The motion for summary judgment of the defendants other than Elmore is allowed for the reasons stated below.
The defendants other than Elmore are alleged to be the owners and persons in control of a shopping plaza at 55 Church Street, Lowell. The amended complaint alleges that Elmore beat the plaintiff with a pipe in this parking lot on March 22, 1988. Based on this attack, Elmore admitted to sufficient facts, was found guilty and received a suspended House of Correction sentence on charges of assault and battery by means of a dangerous weapon and assault.
The plaintiff was a trespasser in the plaza parking lot when Elmore attacked him with the pipe. There is no genuine issue of material fact on this point. The plaintiff drove his car into the parking lot solely to meet and talk with a friend, Pamela Tremblay. He met her there at about 10:00 p.m. He drove with her and another friend to the other side of the parking lot. *40Sometime after 10:00 p.m., Elmore arrived, yelled at the plaintiff and then struck him with the pipe.
According to the plaintiffs deposition the Dunkin Donuts was open and the “Lowell Metco” was probably open. Kelakos’s deposition states that the Dunkin Donuts was the only business open, and that Zayre closed at 10:00 p.m. The plaintiff testified that he was not there for any purpose other than to meet with Pamela Tremblay. The plaintiff has presented no evidence that he or either of his two friends in his car entered or intended to enter the Dunkin Donuts or any business at the plaza that night.
The Amended Complaint (Counts II, V and VI) alleges that the defendants negligently failed to provide adequate security and take adequate precautions to protect the safety of persons lawfully on the premises including the plaintiff. The defendants’ only duty to the plaintiff as a trespasser was that they were required to “refrain from willful, wanton or reckless disregard for the trespasser’s safety.” Schofield v. Merrill, 386 Mass. 244, 245-46 (1982). The Amended Complaint has not alleged a violation of this duty; it alleges only negligence.

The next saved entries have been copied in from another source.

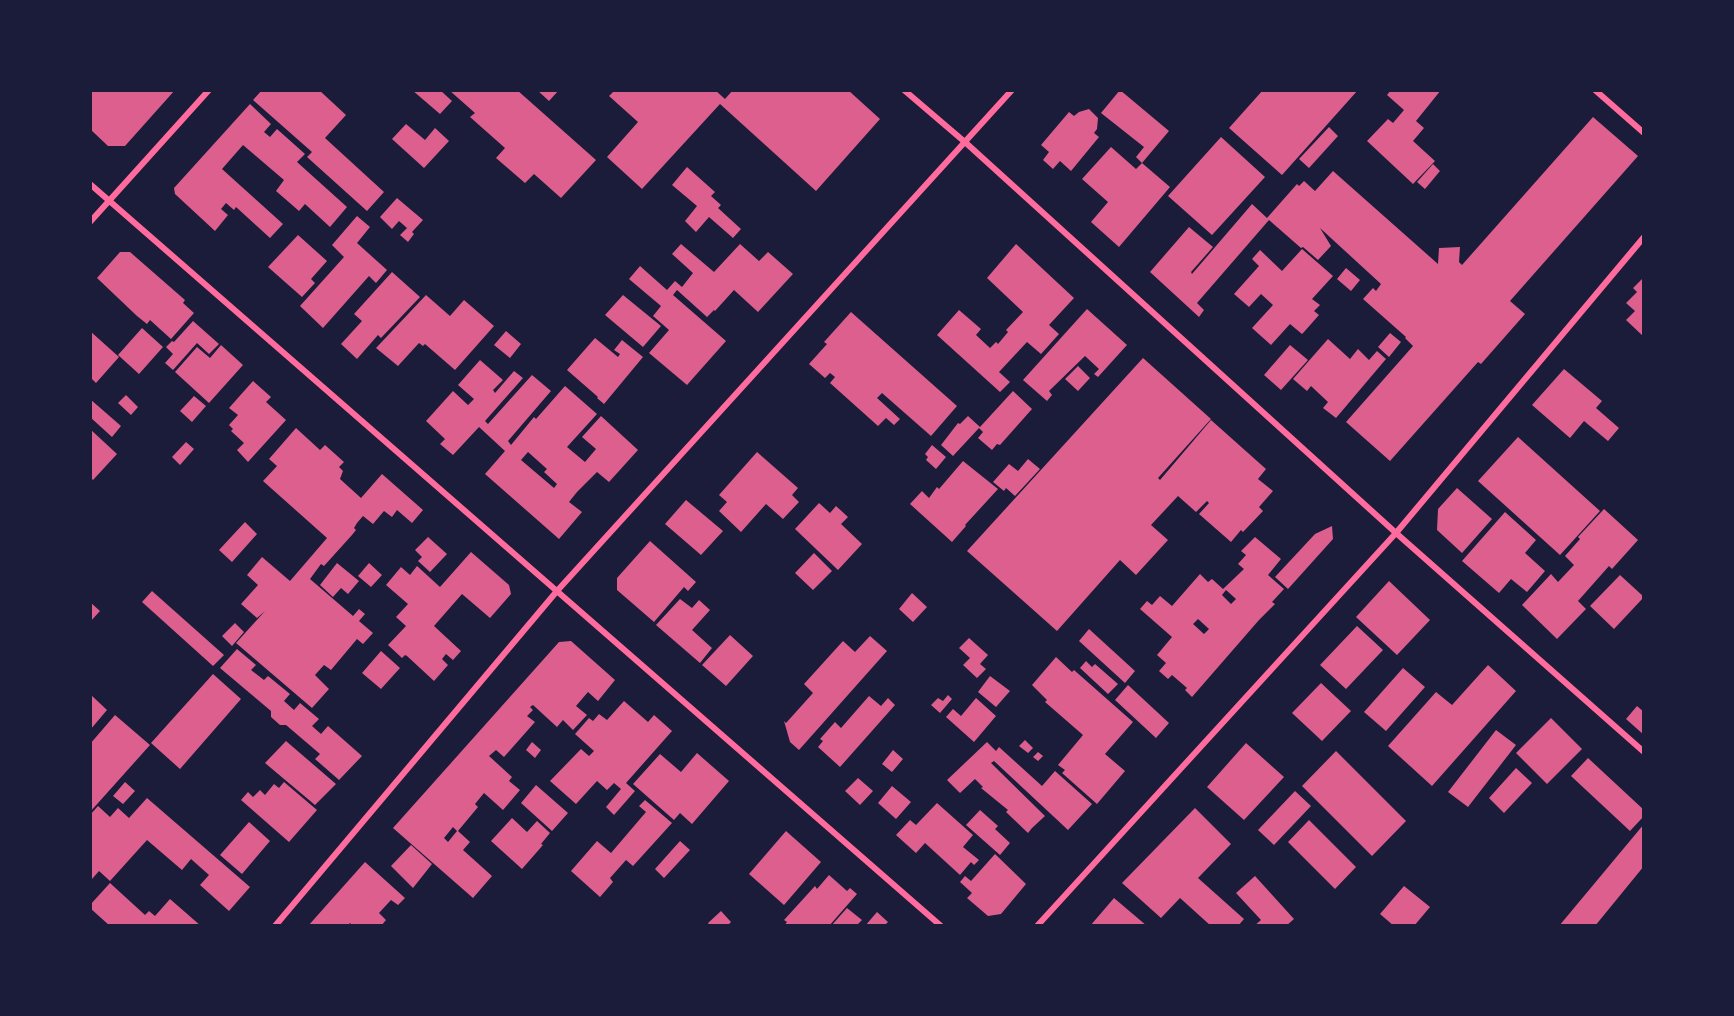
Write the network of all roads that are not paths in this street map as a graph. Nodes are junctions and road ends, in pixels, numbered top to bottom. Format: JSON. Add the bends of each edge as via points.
{"nodes":[{"id":1,"x":209,"y":90,"type":"edge"},
{"id":2,"x":904,"y":90,"type":"edge"},
{"id":3,"x":1012,"y":90,"type":"edge"},
{"id":4,"x":1595,"y":90,"type":"edge"},
{"id":5,"x":1644,"y":133,"type":"edge"},
{"id":6,"x":966,"y":142,"type":"junction"},
{"id":7,"x":90,"y":184,"type":"edge"},
{"id":8,"x":109,"y":201,"type":"junction"},
{"id":9,"x":90,"y":222,"type":"edge"},
{"id":10,"x":1644,"y":237,"type":"edge"},
{"id":11,"x":1396,"y":533,"type":"junction"},
{"id":12,"x":557,"y":591,"type":"junction"},
{"id":13,"x":1644,"y":752,"type":"edge"},
{"id":14,"x":275,"y":926,"type":"edge"},
{"id":15,"x":941,"y":926,"type":"edge"},
{"id":16,"x":1037,"y":926,"type":"edge"}],
"edges":[{"from":1,"to":8,"type":"street"},
{"from":2,"to":6,"type":"street"},
{"from":3,"to":6,"type":"street"},
{"from":4,"to":5,"type":"street"},
{"from":6,"to":11,"type":"street"},
{"from":6,"to":12,"type":"street"},
{"from":7,"to":8,"type":"street"},
{"from":8,"to":9,"type":"street"},
{"from":8,"to":12,"type":"street"},
{"from":10,"to":11,"type":"street"},
{"from":11,"to":13,"type":"street"},
{"from":11,"to":16,"type":"street"},
{"from":12,"to":14,"type":"street"},
{"from":12,"to":15,"type":"street"}]}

Even if a breach of the limited duty to a trespasser had been alleged, the defendants have demonstrated by appropriate summary judgment materials, unmet by countervailing materials, that the plaintiff “has no reasonable expectation of proving” willful, wanton or reckless conduct. Kourouvacilis v. General Motors Corp., 410 Mass. 706, 716 (1991). The defendants have shown through the summary judgment materials “that proof of that element at trial is unlikely to be forthcoming.” Id., 410 Mass. at 714. As a matter of law, the landowner’s duty to refrain from willful, wanton or reckless conduct does not include an affirmative duty to maintain such a security force or other measures after ten at night as would prevent a sudden, unprovoked, armed beating of one trespasser by another.
ORDER
Summary judgment will enter for the defendants other than Elmore.